The virtues of recycling
Autophagy is an ancient mechanism, shared by all eukaryotic organisms (those which, unlike bacteria, keep their DNA in a membrane-bound nucleus within their cells). It probably arose as an adaptation to scarcity of nutrients. Critters that can recycle parts of themselves for fuel are better able to cope with lean times than those that cannot. But over the past couple of decades, autophagy has also been shown to be involved in things as diverse as fighting bacterial infections and slowing the onset of neurological conditions like Alzheimer’s and Huntington’s diseases.
Most intriguingly of all, it seems that it can slow the process of ageing. Biologists have known for decades that feeding animals near-starvation diets can boost their lifespans dramatically. Dr Levine was a member of the team which showed that an increased level of autophagy, brought on by the stress of living in a constant state of near-starvation, was the mechanism responsible for this life extension.
The theory is that what are being disposed of in particular are worn-out mitochondria. These structures are a cell’s power-packs. They are where glucose and oxygen react together to release energy. Such reactions, though, often create damaging oxygen-rich molecules called free radicals, which are thought to be one of the driving forces of ageing. Getting rid of wonky mitochondria would reduce free-radical production and might thus slow down ageing.
A few anti-ageing zealots already subsist on near-starvation diets, but Dr Levine’s results suggest a similar effect might be gained in a much more agreeable way, via vigorous exercise. The team’s next step is to test whether boosted autophagy can indeed explain the life-extending effects of exercise. That will take a while. Even in animals as short-lived as mice, she points out, studying ageing is a long-winded process. But she is sufficiently confident about the outcome that she has, in the meantime, bought herself a treadmill]
Of course the morgue is full of middle aged men in jogging shoes so in later life exercise needs to be sensible.
'paleolithic diet' wasnt the life span 35yrs then, so dont expect evolution to help you at 65.

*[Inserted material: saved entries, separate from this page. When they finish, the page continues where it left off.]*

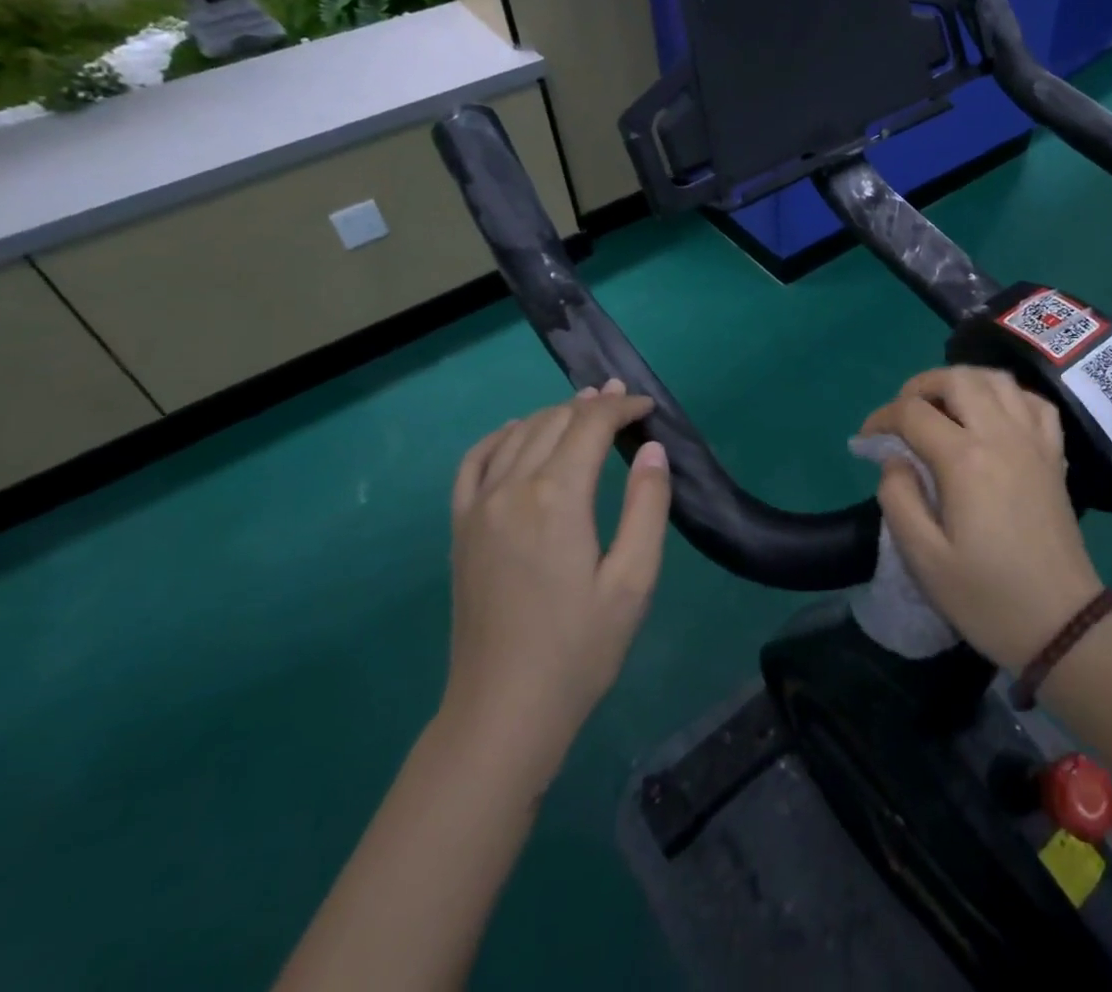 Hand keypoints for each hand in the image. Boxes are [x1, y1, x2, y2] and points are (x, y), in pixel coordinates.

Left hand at [440, 380, 670, 768]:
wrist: (503, 711)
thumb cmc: (579, 649)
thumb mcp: (633, 580)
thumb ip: (647, 506)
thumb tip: (651, 449)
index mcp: (557, 498)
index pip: (590, 426)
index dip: (621, 407)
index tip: (647, 406)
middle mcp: (512, 488)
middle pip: (554, 421)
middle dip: (591, 404)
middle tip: (622, 400)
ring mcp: (478, 506)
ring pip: (518, 434)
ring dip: (553, 414)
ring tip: (583, 408)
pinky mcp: (460, 527)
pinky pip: (474, 461)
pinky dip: (500, 436)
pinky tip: (517, 432)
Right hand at [861, 367, 1103, 672]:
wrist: (1062, 626)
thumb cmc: (987, 597)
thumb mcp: (923, 559)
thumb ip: (898, 498)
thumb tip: (894, 459)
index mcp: (965, 460)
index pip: (913, 412)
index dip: (881, 418)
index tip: (865, 440)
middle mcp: (1001, 436)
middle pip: (957, 379)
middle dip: (920, 386)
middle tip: (902, 414)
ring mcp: (1034, 442)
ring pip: (997, 379)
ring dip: (962, 381)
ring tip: (942, 407)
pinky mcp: (1054, 456)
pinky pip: (1033, 403)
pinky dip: (1007, 396)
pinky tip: (993, 416)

Aussie scientist at Harvard named Divid Sinclair isolated the chemical out of red wine that extends life. Called it Resveritrol and startd a company. Resveritrol is a chemical all living things produce when under stress, as in humans in the calorie restriction diet. It targets the surtuin genes. Glaxo Smith Cline came along and bought the company for $720m to get their hands on Resveritrol. They have since ditched Resveritrol in favour of a drug they developed which is 1000 times more potent. Currently going against diabetes2 with it in a phase 3 last I checked.
You can buy Resveritrol on the internet.